- Born: 4 May 1937 Ipswich, England
- Died: 30 May 1999 (aged 62) London, England
- Occupations: Ventriloquist, magician
- Partner: Val Andrews

= Terri Rogers =

English ventriloquist and magician (1937–1999)

Terri Rogers (4 May 1937 – 30 May 1999) was a transgender English ventriloquist and magician.

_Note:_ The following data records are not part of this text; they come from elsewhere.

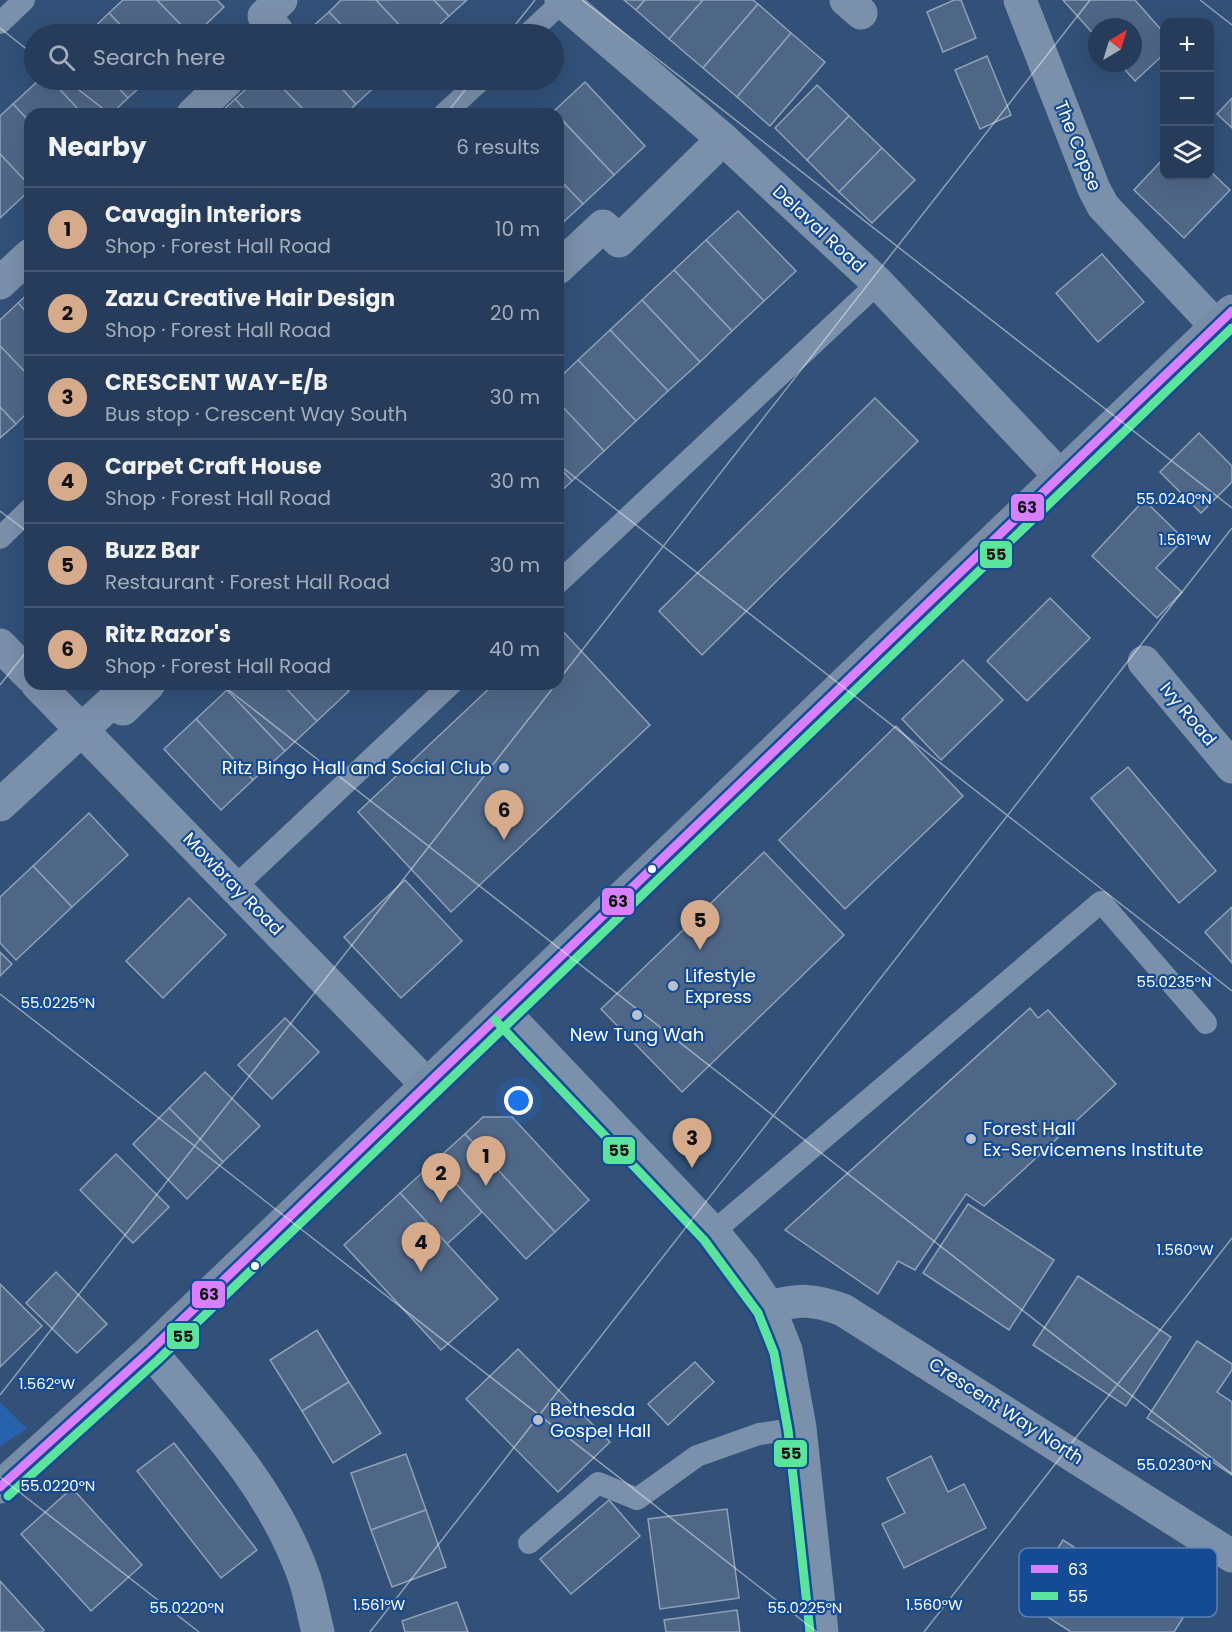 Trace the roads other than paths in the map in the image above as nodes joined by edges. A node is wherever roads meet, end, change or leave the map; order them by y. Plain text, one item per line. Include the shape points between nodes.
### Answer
1 (24, 0) edge
2 (281, 0) edge
3 (1020, 0) edge
4 (562, 1) edge
5 (0, 23) edge
6 (271, 24) edge
7 (538, 24) edge
8 (218, 90) edge
9 (470, 90) edge
10 (199, 108) edge
11 (451, 108) edge
12 (723, 139) junction
13 (24, 261) edge
14 (564, 262) edge
15 (0, 283) edge
16 (878, 283) junction
17 (1224, 318) edge
18 (1060, 476) junction
19 (24, 515) edge
20 (0, 538) edge
21 (564, 577) edge
22 (0, 645) edge
23 (1144, 662) dead end
24 (24, 670) edge
25 (43, 690) edge
26 (143, 690) edge
27 (445, 690) edge
28 (81, 729) junction
29 (1232, 767) edge
30 (0, 805) edge
31 (236, 886) junction
32 (504, 1012) junction
33 (1206, 1023) dead end
34 (427, 1085) junction
35 (713, 1232) junction
36 (769, 1307) junction
37 (150, 1351) junction
38 (800, 1428) junction
39 (0, 1487) edge
40 (529, 1543) dead end
41 (1232, 1556) edge
42 (318, 1632) edge
43 (822, 1632) edge

1 - 5 lane
2 - 6 street via 264,16
3 - 17 street, The Copse via 1103,206
4 - 7 lane
4 - 12 street, Delaval Road
8 - 10 street
9 - 11 lane
12 - 14 street via 620,241 603,226
12 - 16 street, Delaval Road
13 - 15 street
16 - 18 street, Delaval Road
16 - 21 lane
17 - 18 main road
18 - 32 main road
19 - 20 lane
22 - 24 street
23 - 29 street, Ivy Road
25 - 28 street, Mowbray Road
26 - 28 street via 123,709 114,700
27 - 31 lane
28 - 30 street
28 - 31 street, Mowbray Road
31 - 34 street, Mowbray Road
32 - 34 main road
32 - 35 street
33 - 35 lane via 1101,902
34 - 37 main road
35 - 36 street
36 - 38 street via 786,1350
36 - 41 street, Crescent Way North via 793,1300 814,1300 843,1310
37 - 39 main road
37 - 42 street via 232,1448 276,1514 303,1574
38 - 40 lane via 759,1434 697,1456 637,1499 598,1483
38 - 43 street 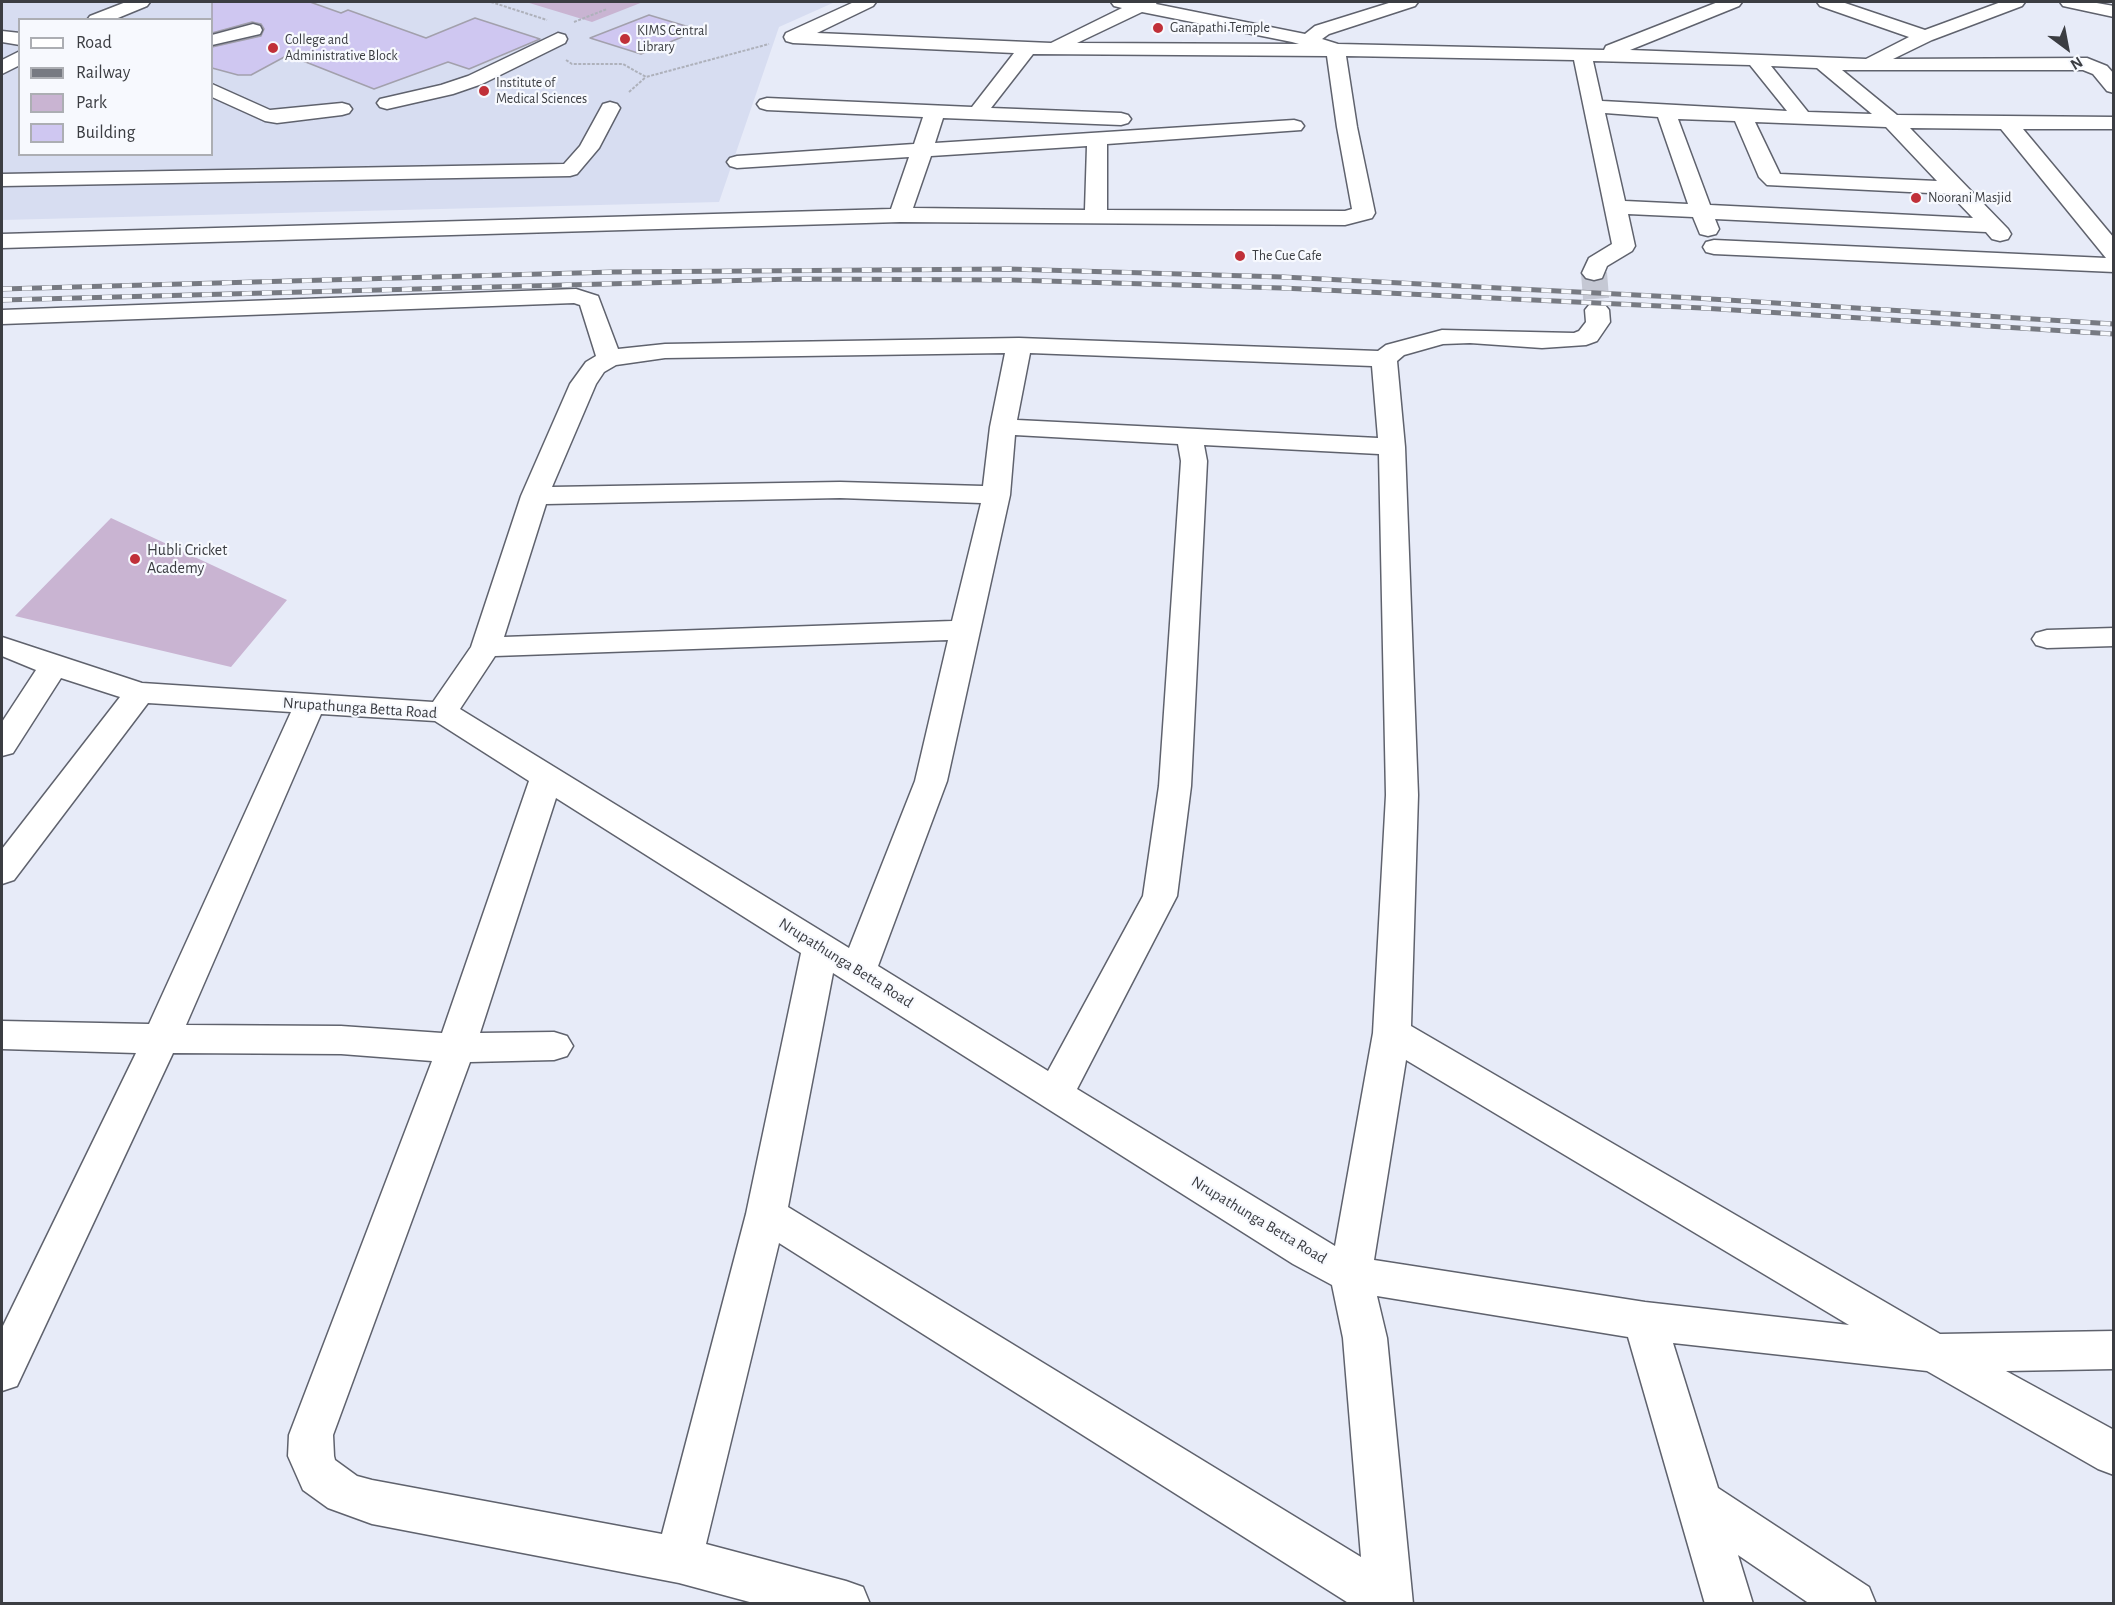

Rogers was born in Ipswich and was a somewhat isolated youth but determined to build a career in variety. Rogers developed a technically highly proficient ventriloquism act with her ventriloquist figure Shorty Harris, first appearing as a supporting act in music hall in the 1950s. She underwent gender reassignment surgery on the National Health Service in the early 1960s. This brought her some short-lived notoriety but did not hamper her career. Rogers won acclaim for her appearance in the 1968 review Boys Will be Girls at the Theatre Royal Stratford East and went on to become a highly regarded performer on the UK cabaret circuit. She was the only variety act ever to appear at Ronnie Scott's Jazz Club. From 1974 onwards she was a regular guest on TV on The Wheeltappers and Shunters Social Club. She also appeared on BBC TV's long running Music Hall variety show, The Good Old Days. Her cabaret career eventually extended internationally including appearances at Las Vegas and The Magic Castle in Hollywood, and on United States TV.

Her work as a magician was always something of a sideline but she was an ingenious developer of magic tricks including illusions for David Copperfield and Paul Daniels. She was an expert on "topology", the art of creating illusions with shapes, and wrote three standard texts on the subject. She was particularly known for illusions with Borromean Rings.

Rogers died in London after a series of strokes.

==Publications==
Rogers published a number of magic effects and books, predominantly through specialist magic publisher Martin Breese. These include:
- The Little Book of Ventriloquism (c.1948)
- Terri Rogers' Star Gate (1985)
- Boromian Link (1986)
- Wipe Out (1986)
- Word of Mind (1986)
- Secrets (1986)
- More Secrets (1988)
- Top Secrets (1998)
In addition to these books, Rogers sold several manufactured tricks, including The Key and BlockBuster.